Королева подошла к двери кабинета. Генрих последовал за женой.

Дверь растворилась, и Генрих в изумлении остановился на пороге, увидав какого-то мужчину в этом кабинете, полном всевозможных неожиданностей.

Но еще больше был озадачен Ла Моль, неожиданно столкнувшись лицом к лицу с королем Наварры. Заметив это, король насмешливо взглянул на Маргариту, но она невозмутимо выдержала его взгляд.

– Государь, – сказала Маргарита, – я боюсь, что даже в моих покоях могут убить этого дворянина, преданного слугу вашего величества, а потому отдаю его под ваше покровительство.

– Государь, – вступил в разговор молодой человек, – я тот самый граф Лерак де Ла Моль, которого вы ждали и которого рекомендовал вам несчастный господин де Телиньи, которого убили на моих глазах.

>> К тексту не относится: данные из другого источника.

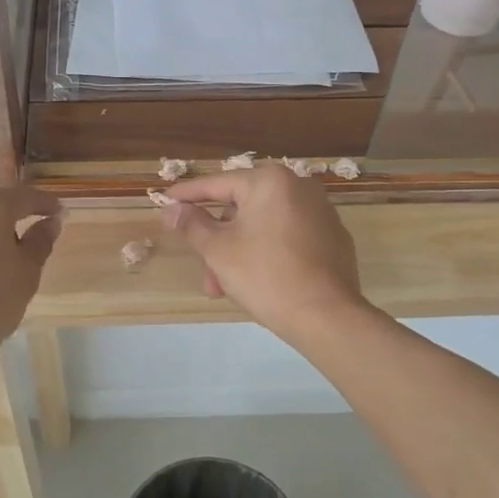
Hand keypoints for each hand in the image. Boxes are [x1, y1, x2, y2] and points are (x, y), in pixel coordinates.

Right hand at [160, 166, 366, 345]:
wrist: (327, 316)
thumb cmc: (265, 276)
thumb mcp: (218, 250)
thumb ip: (192, 225)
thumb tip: (172, 209)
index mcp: (269, 181)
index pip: (217, 184)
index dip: (187, 195)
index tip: (165, 199)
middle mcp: (299, 186)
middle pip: (242, 208)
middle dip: (217, 240)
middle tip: (203, 269)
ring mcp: (321, 212)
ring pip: (264, 226)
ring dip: (239, 251)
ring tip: (225, 287)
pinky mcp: (333, 238)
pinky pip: (288, 237)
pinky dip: (268, 252)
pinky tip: (258, 281)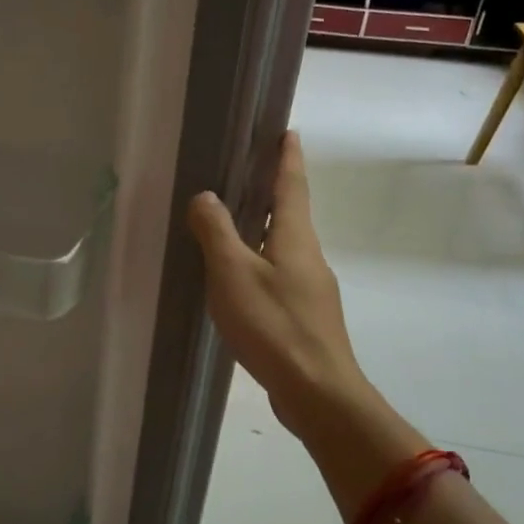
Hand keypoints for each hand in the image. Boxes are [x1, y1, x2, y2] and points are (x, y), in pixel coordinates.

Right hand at [186, 132, 375, 446]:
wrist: (318, 392)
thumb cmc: (274, 326)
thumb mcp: (233, 274)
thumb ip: (217, 232)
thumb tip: (205, 197)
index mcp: (297, 238)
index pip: (293, 185)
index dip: (287, 158)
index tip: (288, 132)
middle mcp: (309, 257)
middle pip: (292, 215)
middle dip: (274, 192)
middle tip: (248, 173)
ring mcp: (311, 290)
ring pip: (285, 248)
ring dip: (265, 230)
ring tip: (235, 225)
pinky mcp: (305, 318)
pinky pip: (279, 276)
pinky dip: (260, 264)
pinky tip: (240, 282)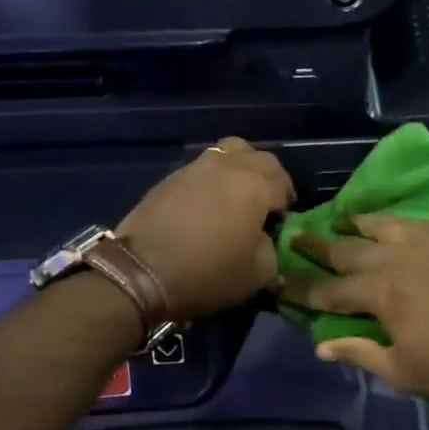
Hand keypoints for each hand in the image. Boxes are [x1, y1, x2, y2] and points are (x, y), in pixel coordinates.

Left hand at [118, 139, 294, 320]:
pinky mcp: (169, 178)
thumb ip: (272, 250)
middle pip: (258, 158)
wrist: (141, 272)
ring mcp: (195, 167)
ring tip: (232, 203)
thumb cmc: (208, 272)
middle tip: (261, 208)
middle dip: (266, 179)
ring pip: (228, 155)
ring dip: (237, 173)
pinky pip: (201, 171)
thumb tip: (264, 240)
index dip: (286, 203)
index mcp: (255, 184)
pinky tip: (203, 210)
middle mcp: (227, 165)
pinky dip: (210, 183)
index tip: (279, 224)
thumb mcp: (259, 274)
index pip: (284, 181)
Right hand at [287, 214, 428, 411]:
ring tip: (338, 219)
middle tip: (295, 236)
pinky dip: (391, 221)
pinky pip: (412, 223)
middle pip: (348, 251)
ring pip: (380, 227)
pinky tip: (386, 223)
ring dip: (354, 224)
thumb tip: (321, 345)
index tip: (279, 283)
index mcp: (382, 295)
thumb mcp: (402, 371)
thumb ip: (360, 353)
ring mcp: (426, 246)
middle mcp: (397, 261)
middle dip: (317, 247)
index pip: (330, 291)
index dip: (303, 290)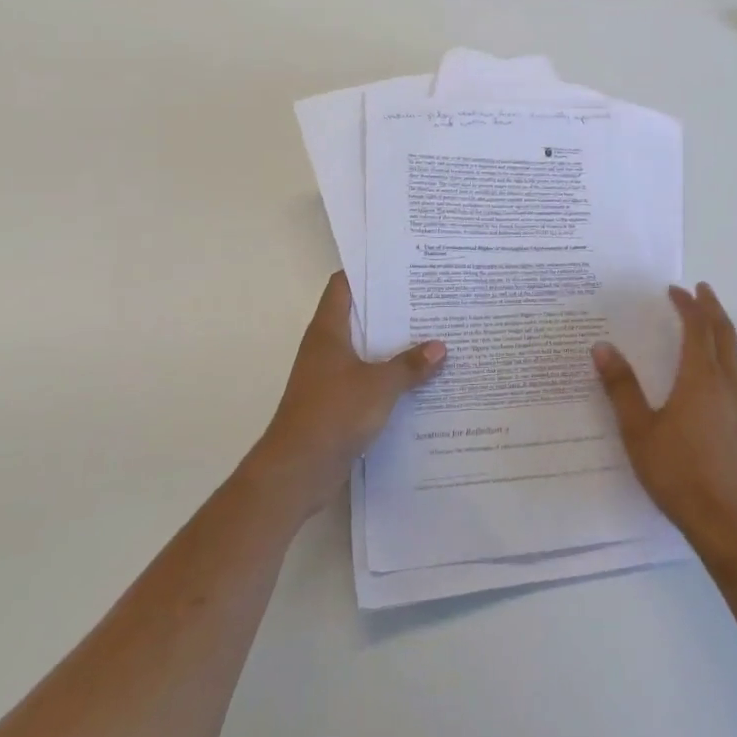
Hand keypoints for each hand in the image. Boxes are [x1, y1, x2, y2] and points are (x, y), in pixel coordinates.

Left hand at [246, 271, 445, 519]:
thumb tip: (440, 347)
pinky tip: (417, 380)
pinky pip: (365, 380)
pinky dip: (386, 377)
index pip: (343, 286)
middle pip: (359, 317)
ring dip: (391, 346)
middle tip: (428, 298)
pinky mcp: (334, 404)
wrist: (296, 471)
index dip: (367, 272)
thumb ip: (410, 365)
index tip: (399, 264)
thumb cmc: (333, 413)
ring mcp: (328, 377)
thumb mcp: (380, 386)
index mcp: (329, 331)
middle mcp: (325, 348)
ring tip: (431, 335)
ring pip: (364, 350)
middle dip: (391, 310)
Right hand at [593, 283, 736, 561]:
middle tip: (701, 290)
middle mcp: (726, 383)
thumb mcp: (639, 430)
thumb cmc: (678, 473)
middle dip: (712, 308)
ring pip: (735, 353)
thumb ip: (621, 387)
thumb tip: (602, 347)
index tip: (674, 290)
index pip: (697, 328)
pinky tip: (715, 367)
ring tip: (709, 319)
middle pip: (724, 334)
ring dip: (721, 329)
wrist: (726, 523)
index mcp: (701, 378)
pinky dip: (725, 352)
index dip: (687, 306)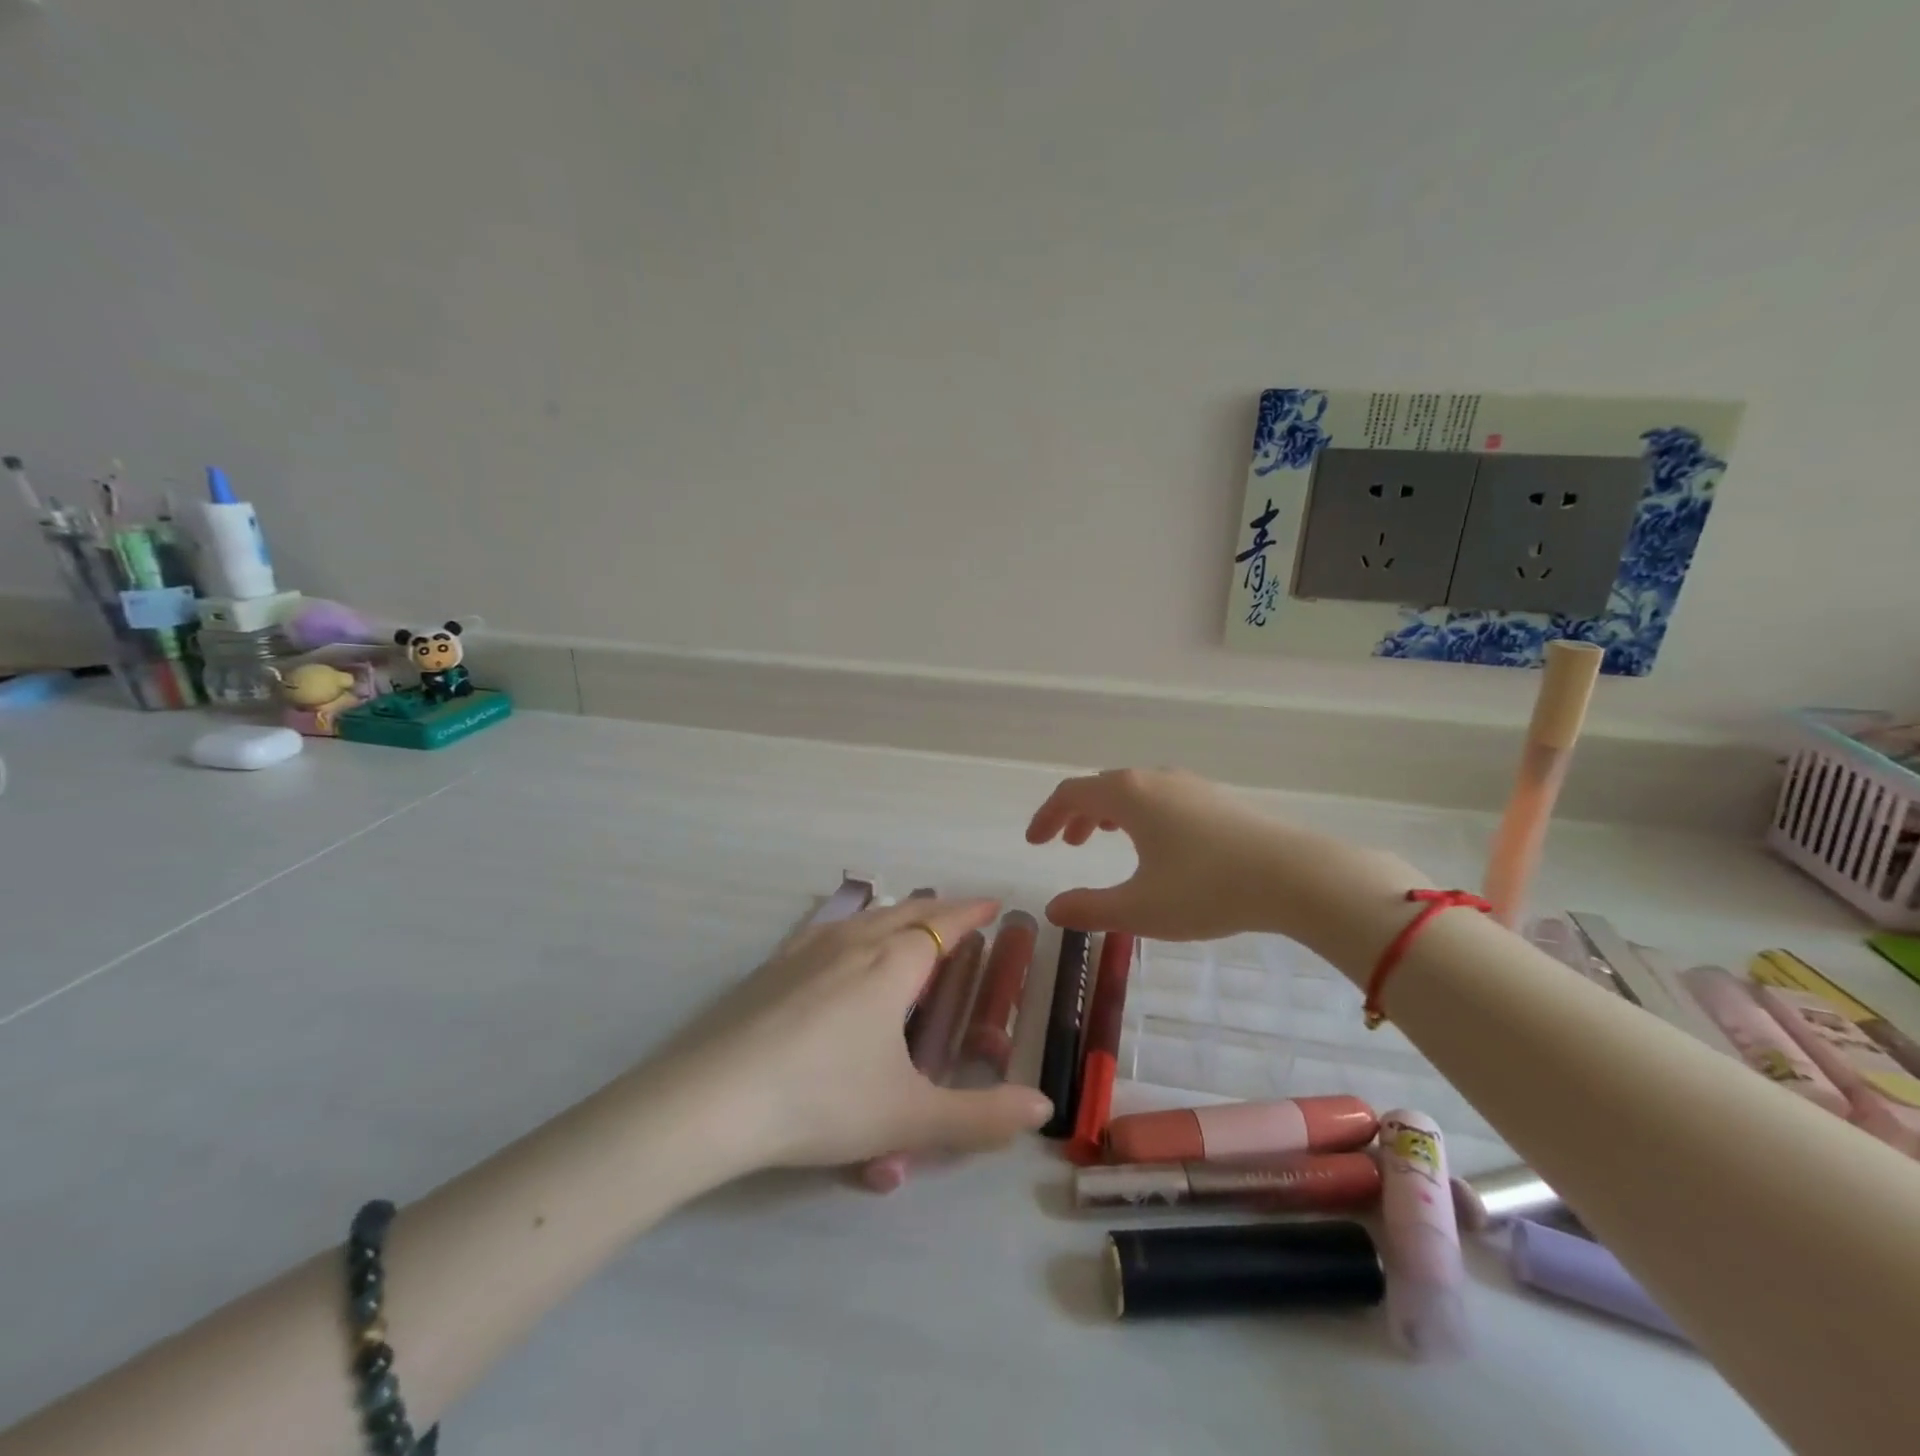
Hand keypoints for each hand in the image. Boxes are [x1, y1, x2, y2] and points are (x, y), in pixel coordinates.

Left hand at [661, 898, 1052, 1172]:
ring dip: (895, 912)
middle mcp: (852, 944)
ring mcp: (805, 951)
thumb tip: (1042, 1109)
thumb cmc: (821, 1102)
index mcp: (891, 967)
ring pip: (863, 917)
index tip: (992, 902)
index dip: (971, 913)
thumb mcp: (909, 1118)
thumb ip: (980, 1117)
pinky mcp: (770, 968)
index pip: (943, 927)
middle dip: (939, 908)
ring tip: (909, 920)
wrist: (712, 1100)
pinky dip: (850, 925)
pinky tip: (839, 941)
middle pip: (905, 912)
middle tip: (961, 912)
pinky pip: (824, 930)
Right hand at [1026, 767, 1418, 944]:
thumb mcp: (1139, 909)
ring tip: (1106, 837)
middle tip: (1066, 843)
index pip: (1071, 794)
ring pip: (1135, 790)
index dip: (1046, 816)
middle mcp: (1154, 779)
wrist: (1295, 876)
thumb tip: (1052, 909)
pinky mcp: (1219, 799)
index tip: (1034, 842)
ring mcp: (1191, 785)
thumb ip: (1090, 909)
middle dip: (1077, 814)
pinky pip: (1163, 797)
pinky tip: (1158, 843)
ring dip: (1110, 813)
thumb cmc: (1207, 889)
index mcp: (1127, 795)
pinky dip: (1142, 814)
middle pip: (1102, 787)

– Верно, верно! – сказал Генрих. – Королева Наваррская передала мне его письмо. Но не было ли у вас еще и письма от лангедокского губернатора?

– Да, государь, мне приказали вручить его вашему величеству тотчас по приезде в Париж.

– Почему же вы этого не сделали?

– Я приходил в Лувр вчера вечером, но вы, ваше величество, были так заняты, что не могли принять меня.

– Это правда, – сказал король, – но ведь вы могли бы попросить кого-нибудь, чтобы мне передали письмо.

– Губернатор, господин д'Ориак, велел мне отдать письмо только в собственные руки вашего величества. Господин д'Ориак уверял меня, что в этом письме содержатся известия чрезвычайной важности, и он даже не решался доверить его простому гонцу.

Король взял у Ла Моля письмо и прочитал его.

– В самом деле, – сказал он, – мне советуют покинуть двор и уехать в Беарн. Господин д'Ориак – католик, но он принадлежит к числу моих друзей, и, будучи губернатором, он, вероятно, знал, что должно произойти. Почему же вы мне не отдали письмо три дня назад?

– Потому что, как я уже имел честь доложить вашему величеству, несмотря на то, что я спешил, я смог прибыть в Париж только вчера.

– Досадно, досадно! – пробормотал король. – Сейчас мы уже были бы в безопасности – либо в Ла-Рошели, либо где-нибудь на равнине во главе двух-трех тысяч всадников.

– Что было, то прошло, государь, – вполголоса заметила Маргарита, – не стоит досадовать на прошлое и терять на это время, сейчас нужно подумать о том, как наилучшим образом устроить наше будущее.

– Значит, на моем месте вы бы еще на что-то надеялись? – спросил Генрих, не спуская испытующего взгляда с Маргариты.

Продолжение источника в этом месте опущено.